**Saved data entries**
---------------

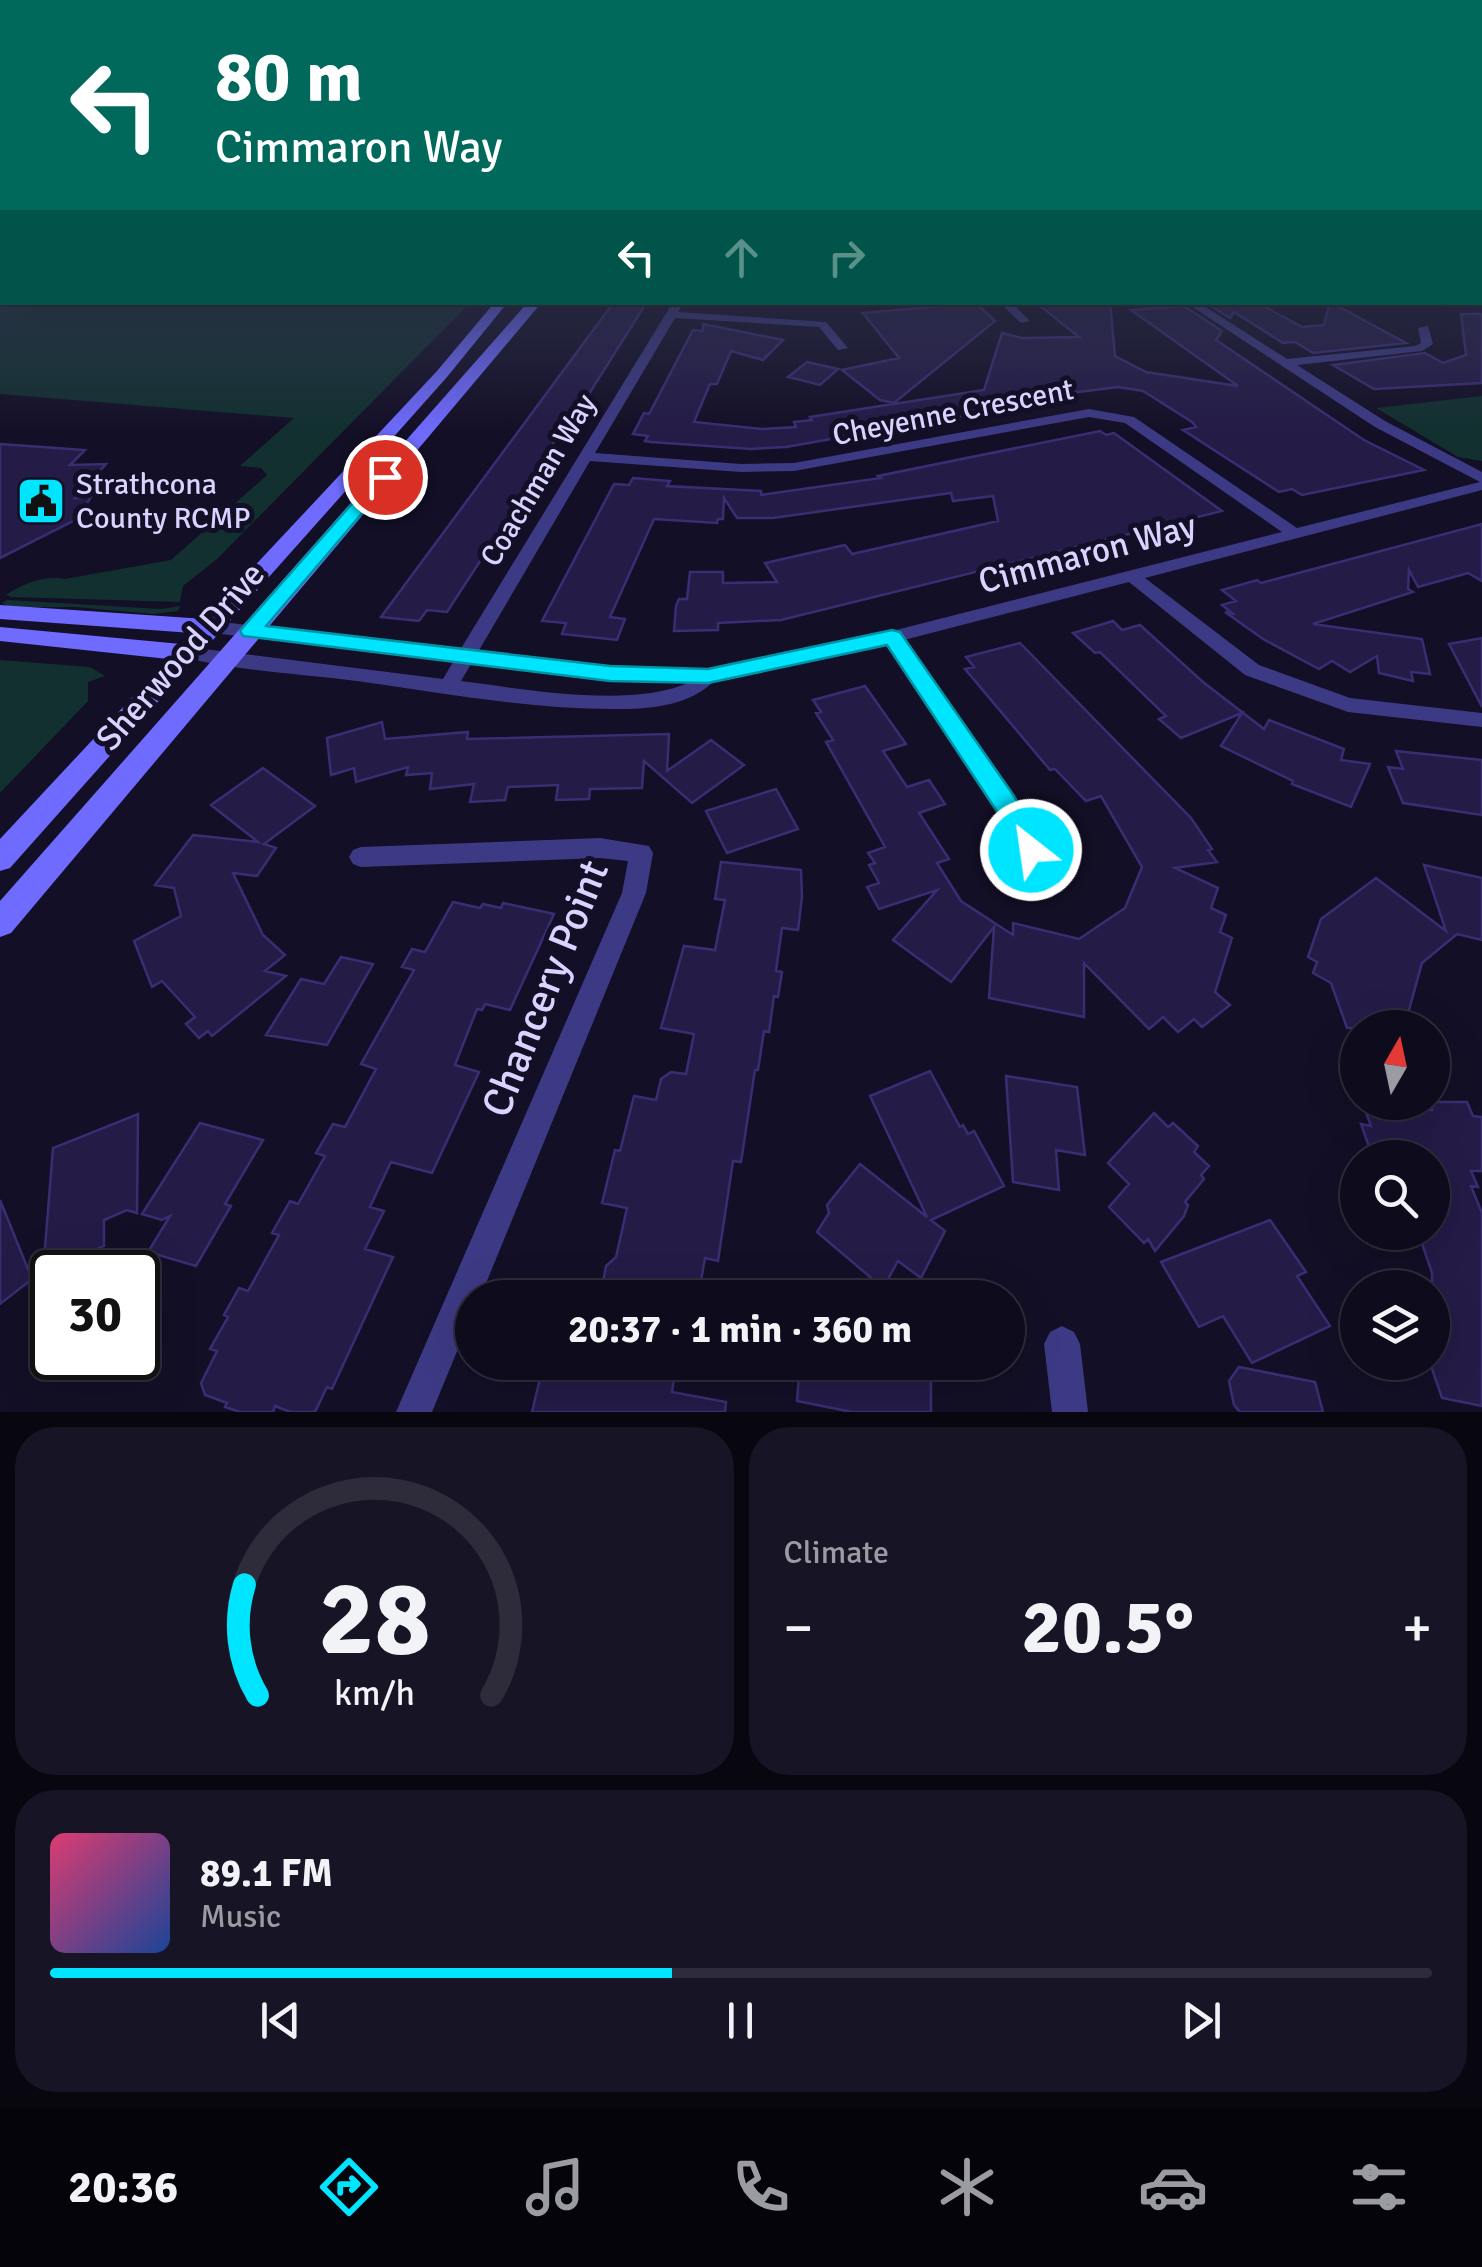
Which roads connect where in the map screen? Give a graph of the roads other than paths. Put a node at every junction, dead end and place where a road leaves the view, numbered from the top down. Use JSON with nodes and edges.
{"nodes":[{"id":1,"x":499,"y":305,"type":"edge"},
{"id":2,"x":1007,"y":305,"type":"edge"},
{"id":3,"x":1195,"y":305,"type":"edge"},
{"id":4,"x":529,"y":307,"type":"edge"},
{"id":5,"x":676,"y":309,"type":"edge"},
{"id":6,"x":1025,"y":321,"type":"dead end"},
{"id":7,"x":1424,"y":328,"type":"dead end"},
{"id":8,"x":842,"y":348,"type":"dead end"},
{"id":9,"x":1286,"y":364,"type":"junction"},
{"id":10,"x":589,"y":458,"type":"junction"},
{"id":11,"x":1482,"y":478,"type":"edge"},
{"id":12,"x":1482,"y":486,"type":"edge"},
{"id":13,"x":1293,"y":533,"type":"junction"},
{"id":14,"x":1132,"y":576,"type":"junction"},
{"id":15,"x":0,"y":612,"type":"edge"},
{"id":16,"x":213,"y":627,"type":"junction"},
{"id":17,"x":250,"y":631,"type":"junction"},
{"id":18,"x":0,"y":634,"type":"edge"},
{"id":19,"x":892,"y":637,"type":"junction"},
{"id":20,"x":189,"y":653,"type":"junction"},
{"id":21,"x":466,"y":656,"type":"junction"},
{"id":22,"x":226,"y":659,"type":"junction"},
{"id":23,"x":708,"y":676,"type":"junction"},
{"id":24,"x":447,"y":688,"type":"junction"},
{"id":25,"x":1482,"y":720,"type":"edge"},
{"id":26,"x":1031,"y":850,"type":"dead end"},
{"id":27,"x":362,"y":857,"type":"dead end"},
{"id":28,"x":0,"y":859,"type":"edge"},
{"id":29,"x":0,"y":923,"type":"edge"},
{"id":30,"x":1062,"y":1344,"type":"dead end"},
{"id":31,"x":414,"y":1412,"type":"edge"},
{"id":32,"x":1070,"y":1412,"type":"edge"}],
"edges":[{"from":1,"to":16,"type":"main road","name":"Sherwood Drive"},
{"from":2,"to":6,"type":"street"},
{"from":3,"to":9,"type":"street"},
{"from":4,"to":17,"type":"main road","name":"Sherwood Drive"},
{"from":5,"to":8,"type":"street"},
{"from":5,"to":10,"type":"street","name":"Coachman Way"},
{"from":7,"to":9,"type":"street"},
{"from":9,"to":11,"type":"street"},
{"from":10,"to":13,"type":"street","name":"Cheyenne Crescent"},
{"from":10,"to":21,"type":"street","name":"Coachman Way"},
{"from":12,"to":13,"type":"street","name":"Cimmaron Way"},
{"from":13,"to":14,"type":"street","name":"Cimmaron Way"},
{"from":14,"to":19,"type":"street","name":"Cimmaron Way"},
{"from":14,"to":25,"type":"street"},
{"from":15,"to":16,"type":"main road"},
{"from":16,"to":17,"type":"street","name":"Cimmaron Way"},
{"from":16,"to":20,"type":"main road","name":"Sherwood Drive"},
{"from":17,"to":21,"type":"street","name":"Cimmaron Way"},
{"from":17,"to":22,"type":"main road","name":"Sherwood Drive"},
{"from":18,"to":20,"type":"main road"},
{"from":19,"to":23,"type":"street","name":"Cimmaron Way"},
{"from":19,"to":26,"type":"street"},
{"from":20,"to":22,"type":"street","name":"Cimmaron Way"},
{"from":20,"to":28,"type":"main road","name":"Sherwood Drive"},
{"from":21,"to":23,"type":"street","name":"Cimmaron Way"},
{"from":21,"to":24,"type":"street","name":"Coachman Way"},
{"from":22,"to":24,"type":"street","name":"Cimmaron Way"},
{"from":22,"to":29,"type":"main road","name":"Sherwood Drive"},
{"from":23,"to":24,"type":"street","name":"Cimmaron Way"},
{"from":27,"to":31,"type":"street","name":"Chancery Point"},
{"from":30,"to":32,"type":"street"}]}
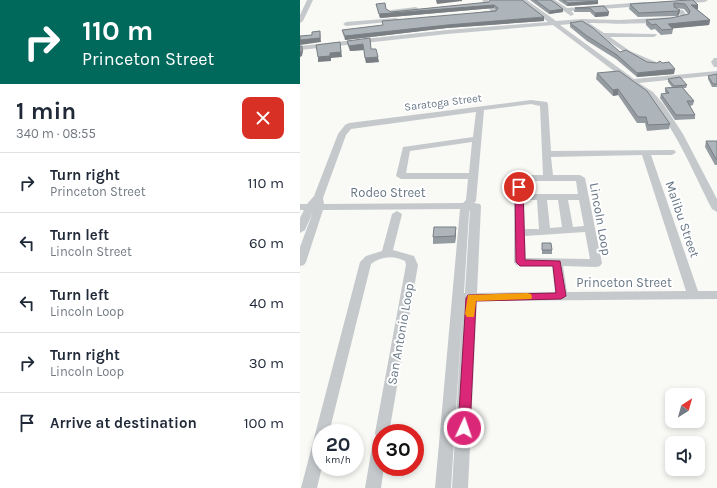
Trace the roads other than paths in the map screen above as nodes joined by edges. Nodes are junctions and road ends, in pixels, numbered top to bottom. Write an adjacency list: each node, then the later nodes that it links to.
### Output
1 (523, 0): 10 (street)
2 (551, 0): 9 (street)
3 (704, 0): 6 (street)
4 (310, 1): 7 (street); 17 (street)
5 (484, 2): 16 (street)
6 (675, 2)
7 (300, 3)
8 (652, 4): 12 (street)
9 (558, 5): 10 (street); 12 (street)
10 (532, 6): 21 (street)
11 (420, 9): 14 (street)
12 (566, 10): 19 (street)
13 (676, 10): 19 (street)
14 (391, 12)
15 (487, 12): 16 (street)
16 (494, 12): 22 (street)
17 (301, 17)
18 (404, 20): 20 (street)
19 (582, 21): 21 (street); 23 (street)
20 (346, 24)
21 (554, 24): 22 (street); 30 (street)
22 (504, 27): 25 (street)
23 (603, 35): 24 (street); 27 (street)
24 (654, 35)
25 (300, 48)
26 (717, 60): 28 (street)
27 (653, 64)
28 (717, 65)
29 (717, 73): 30 (street)
30 (632, 81): 44 (street)
31 (480, 109): 32 (street); 35 (street, Saratoga Street); 42 (street, Saratoga Street)
32 (478, 139): 36 (street); 36 (street)
33 (645, 152): 34 (street); 35 (street); 54 (street, Malibu Street)
34 (671, 152)
35 (547, 154): 37 (street)
36 (473, 176): 43 (street)
37 (548, 177): 38 (street, Lincoln Loop); 41 (street, Lincoln Loop)
38 (519, 197): 39 (street); 50 (street, Lincoln Loop)
39 (542, 197): 40 (street); 49 (street)
40 (563, 197): 41 (street); 48 (street)
41 (583, 197): 46 (street, Lincoln Loop)
42 (310, 208): 43 (street, Rodeo Street); 45 (street, Rodeo Street); 47 (street); 52 (street)
43 (470, 208): 45 (street, Rodeo Street); 57 (street)
44 (717, 209)
45 (397, 214): 51 (street)
46 (589, 229): 48 (street); 53 (street, Lincoln Loop)
47 (300, 230)
48 (568, 230): 49 (street)
49 (545, 231): 50 (street)
50 (520, 233): 53 (street, Lincoln Loop)
51 (387, 254): 58 (street, San Antonio Loop); 59 (street, San Antonio Loop)
52 (300, 262)
53 (557, 263): 56 (street)
54 (693, 295): 55 (street, Princeton Street); 56 (street, Princeton Street)
55 (717, 295)
56 (561, 296): 57 (street, Princeton Street)
57 (465, 298): 64 (street); 65 (street)
58 (324, 424)
59 (384, 424)
60 (312, 476): 62 (street)
61 (375, 476): 63 (street)
62 (309, 488)
63 (373, 488)
64 (443, 488)
65 (460, 488)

---------------

**Task instructions**
What is the number of lines in the data holding the word "Cimmaron"? Reply with that number only.

**Response to the task**
10